### WHAT TO DO
In the listing that follows, how many lines contain "down"? Give the number only.
[Opening INPUT section]
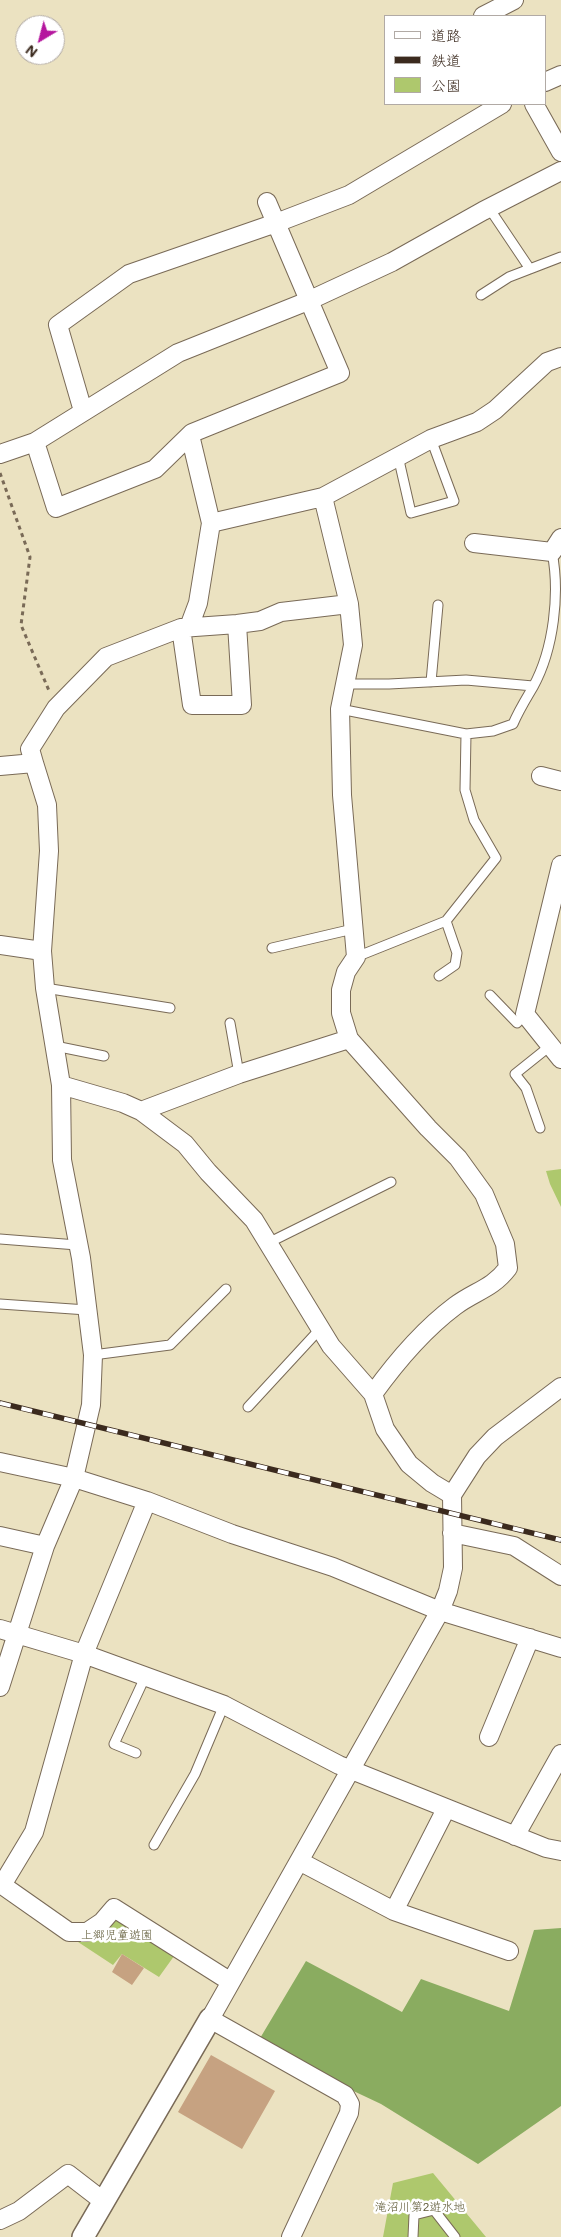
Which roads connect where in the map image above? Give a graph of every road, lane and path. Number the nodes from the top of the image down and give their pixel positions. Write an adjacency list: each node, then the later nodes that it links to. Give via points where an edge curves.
1 (514, 0): 2 (street)
2 (485, 15)
3 (561, 75): 4 (street)
4 (546, 82)
5 (500, 105): 11 (street, via 349,194)
6 (535, 105): 7 (street)
7 (561, 152)
8 (561, 172): 10 (street)
9 (267, 202): 11 (street)
10 (489, 208): 13 (lane); 15 (street, via 392,262)
11 (276, 223): 15 (street); 17 (street, via 128,274 58,325)
12 (561, 257): 13 (lane)
13 (530, 269): 14 (lane, via 509,277)
14 (481, 295)
15 (308, 301): 17 (street, via 178,353); 18 (street, via 340,373)
16 (561, 357): 19 (street, via 547,362 483,418)
17 (83, 411): 20 (street)
18 (190, 435): 20 (street, via 155,469 56,508); 25 (street)
19 (431, 439): 22 (street); 22 (lane, via 454,501 411,514)
20 (34, 442): 21 (street)
21 (0, 454)
22 (398, 456): 24 (street)
23 (0, 473): 35 (path, via 30,557 22,625)
24 (323, 497): 25 (street); 28 (street)
25 (211, 523): 31 (street, via 198,603)
26 (474, 543): 27 (street)
27 (556, 545): 34 (lane, via 552,638)
28 (350, 604): 30 (street, via 281,612 260,621); 33 (street, via 353,646)
29 (438, 604): 32 (lane)
30 (237, 624): 31 (street); 31 (street, via 242,705 192,705)
31 (185, 628): 35 (street, via 106,656)
32 (431, 682): 33 (lane); 34 (lane, via 466,680)
33 (345, 684): 36 (street)
34 (534, 686): 37 (lane, via 513,724 494,731)
35 (56, 708): 38 (street, via 30,749)
36 (340, 709): 37 (lane); 44 (street, via 342,795)
37 (466, 734): 43 (lane, via 465,790 474,820 496,858)
38 (34, 763): 39 (street); 47 (street, via 47,805)
39 (0, 766)
40 (541, 776): 41 (street)
41 (561, 781)
42 (561, 865): 53 (street)
43 (446, 921): 48 (lane); 49 (lane, via 457,953 455,965)
44 (353, 929): 46 (lane); 48 (street)
45 (0, 945): 47 (street)
46 (272, 948)
47 (42, 951): 50 (street)
48 (356, 957): 55 (street, via 346,972 341,990 341,1013)
49 (438, 976)
50 (45, 988): 52 (lane); 56 (street)
51 (490, 995): 53 (lane, via 517,1023)
52 (170, 1008)
53 (525, 1014): 57 (street)
54 (230, 1023): 59 (lane)
55 (349, 1038): 59 (street); 73 (street, via 458,1158 484,1194 505,1244 508,1268 498,1282 457,1305 432,1325 389,1371)
56 (55, 1046): 58 (lane); 60 (street)
57 (555, 1053): 62 (lane, via 515,1074 526,1088)
58 (104, 1056)
59 (239, 1074): 61 (street)
60 (61, 1085): 61 (street); 66 (street, via 62,1160)
61 (141, 1111): 65 (street, via 185,1144 254,1220)
62 (540, 1128)
63 (391, 1182): 65 (lane)
64 (0, 1239): 66 (lane)
65 (268, 1243): 70 (street)
66 (77, 1245): 69 (street)
67 (226, 1289): 71 (lane, via 170,1344)
68 (0, 1304): 69 (lane)
69 (87, 1310): 71 (street)
70 (320, 1329): 73 (street); 74 (lane)
71 (92, 1355): 76 (street, via 91,1405)
72 (561, 1387): 77 (street, via 495,1437 477,1456)
73 (373, 1394): 77 (street, via 385,1429 409,1464)
74 (248, 1407)
75 (0, 1462): 76 (street)
76 (74, 1478): 78 (street); 81 (street)
77 (452, 1495): 79 (street)
78 (147, 1501): 83 (street, via 232,1534 333,1567); 88 (street)
79 (452, 1533): 82 (street, via 514,1546); 83 (street, via 453,1568)
80 (0, 1536): 81 (street)
81 (45, 1546): 85 (street)
82 (561, 1576)
83 (440, 1611): 86 (street); 95 (street)
84 (0, 1629): 85 (street)
85 (17, 1634): 88 (street); 90 (street)
86 (530, 1638): 87 (street); 92 (street)
87 (561, 1648)
88 (84, 1654): 89 (street); 103 (street, via 34,1832 2,1885 69,1932 87,1932 114,1908)
89 (146, 1675): 91 (street); 93 (lane, via 114,1744)
90 (0, 1687)
91 (224, 1706): 95 (street); 98 (lane, via 195,1774)
92 (489, 1738)
93 (136, 1754)
94 (561, 1754): 97 (street)
95 (349, 1769): 96 (street); 100 (street)
96 (446, 1809): 97 (street); 101 (street)
97 (515, 1836): 99 (street)
98 (154, 1845)
99 (561, 1851)
100 (299, 1861): 101 (street); 103 (street)
101 (394, 1911): 102 (street)
102 (509, 1951)
103 (231, 1982): 104 (street)
104 (210, 2019): 105 (street); 108 (street, via 345,2095 350,2104 349,2113)
105 (103, 2202): 106 (street, via 68,2174 19,2211); 107 (street)
106 (0, 2220)
107 (83, 2237)
108 (291, 2237)
109 (413, 2237): 110 (lane, via 414,2215 434,2210)
110 (455, 2237)

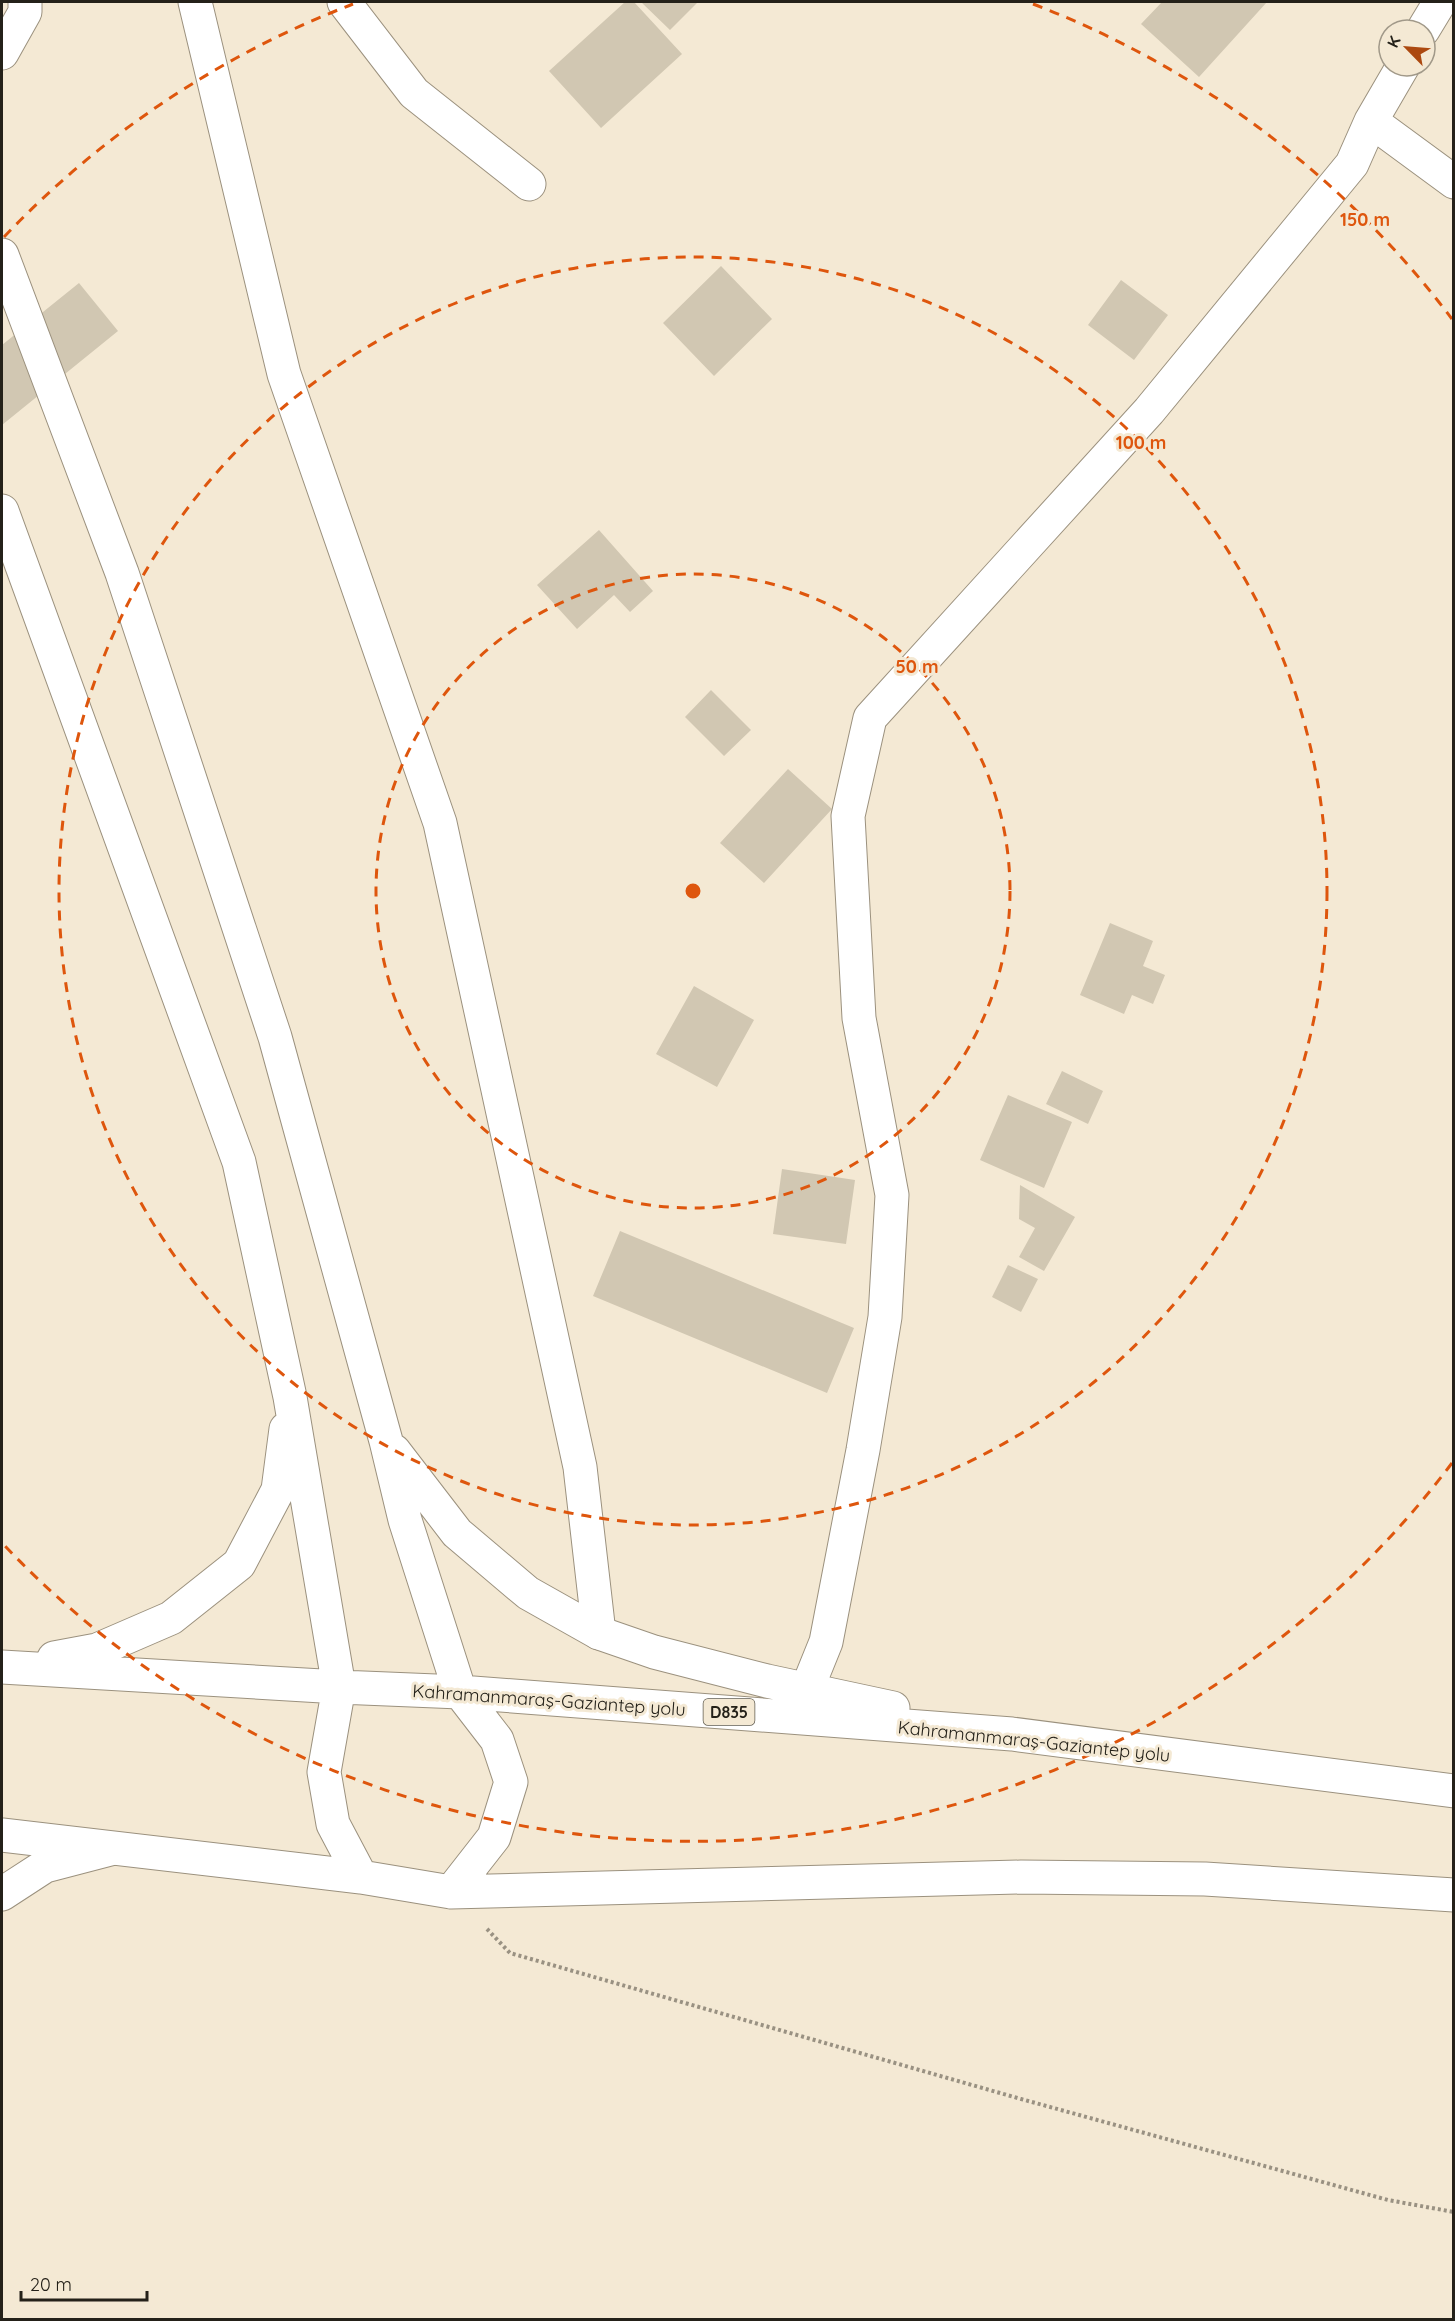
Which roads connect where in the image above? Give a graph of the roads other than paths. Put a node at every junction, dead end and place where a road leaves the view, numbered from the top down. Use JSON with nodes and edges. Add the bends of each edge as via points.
{"nodes":[{"id":1,"x":25,"y":2,"type":"edge"},
{"id":2,"x":195,"y":2,"type":"edge"},
{"id":3,"x":344,"y":2,"type":"edge"},
{"id":4,"x":1440,"y":2,"type":"edge"},
{"id":5,"x":1431,"y":18,"type":"edge"},
{"id":6,"x":2,"y":53,"type":"edge"},
{"id":7,"x":1396,"y":78,"type":"edge"},
{"id":8,"x":1371,"y":122,"type":"junction"},
{"id":9,"x":1454,"y":182,"type":"edge"},
{"id":10,"x":529,"y":184,"type":"dead end"},
{"id":11,"x":2,"y":255,"type":"edge"},
{"id":12,"x":2,"y":511,"type":"edge"},
{"id":13,"x":290,"y":1397,"type":"junction"},
{"id":14,"x":386,"y":1442,"type":"junction"},
{"id":15,"x":599,"y":1633,"type":"junction"},
{"id":16,"x":2,"y":1667,"type":"edge"},
{"id":17,"x":339,"y":1688,"type":"junction"},
{"id":18,"x":807,"y":1689,"type":"junction"},
{"id":19,"x":460,"y":1692,"type":"junction"},
{"id":20,"x":1011,"y":1734,"type":"junction"},
{"id":21,"x":1454,"y":1791,"type":"edge"},
{"id":22,"x":2,"y":1835,"type":"edge"},
{"id":23,"x":110,"y":1849,"type":"junction"},
{"id":24,"x":361,"y":1877,"type":"junction"},
{"id":25,"x":451,"y":1892,"type":"junction"},
{"id":26,"x":2,"y":1894,"type":"edge"},
{"id":27,"x":1454,"y":1895,"type":"edge"}],
"edges":[{"from":1,"to":6,"type":"main road","via":[[25,12]]},
{"from":2,"to":15,"type":"main road","via":[[284,374],[440,823],[580,1467]]},
{"from":3,"to":10,"type":"main road","via":[[414,93]]},
{"from":4,"to":5,"type":"main road"},
{"from":7,"to":8,"type":"main road"},
{"from":8,"to":9,"type":"main road"},
{"from":8,"to":18,"type":"main road","via":[[1352,164],[1149,411],[870,718],[848,816],[859,1018],[892,1195],[885,1317],[826,1641]]},
{"from":11,"to":14,"type":"main road","via":[[122,573],[275,1037]]},
{"from":12,"to":13,"type":"main road","via":[[239,1162]]},
{"from":13,"to":16,"type":"main road","via":[[278,1490],[239,1564],[171,1618],[97,1650]]},
{"from":13,"to":17,"type":"main road"},
{"from":14,"to":15,"type":"main road","via":[[457,1533],[528,1593]]},
{"from":14,"to":19,"type":"main road","via":[[405,1520]]},
{"from":15,"to":18,"type":"main road","via":[[654,1652]]},
{"from":16,"to":17,"type":"main road","name":"Kahramanmaraş-Gaziantep yolu","number":"D835"},
{"from":17,"to":19,"type":"main road","name":"Kahramanmaraş-Gaziantep yolu","number":"D835"},
{"from":17,"to":24,"type":"main road","via":[[324,1772],[333,1824]]},
{"from":18,"to":20,"type":"main road"},
{"from":19,"to":20,"type":"main road","name":"Kahramanmaraş-Gaziantep yolu","number":"D835"},
{"from":19,"to":25,"type":"main road","via":[[497,1740],[511,1782],[494,1837]]},
{"from":20,"to":21,"type":"main road","name":"Kahramanmaraş-Gaziantep yolu","number":"D835"},
{"from":22,"to":23,"type":"main road"},
{"from":23,"to":24,"type":"main road"},
{"from":23,"to":26,"type":"main road","via":[[45,1866]]},
{"from":24,"to":25,"type":"main road"},
{"from":25,"to":27,"type":"main road","via":[[1021,1876],[1205,1879]]}]}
[Closing INPUT section]
### REPLY
2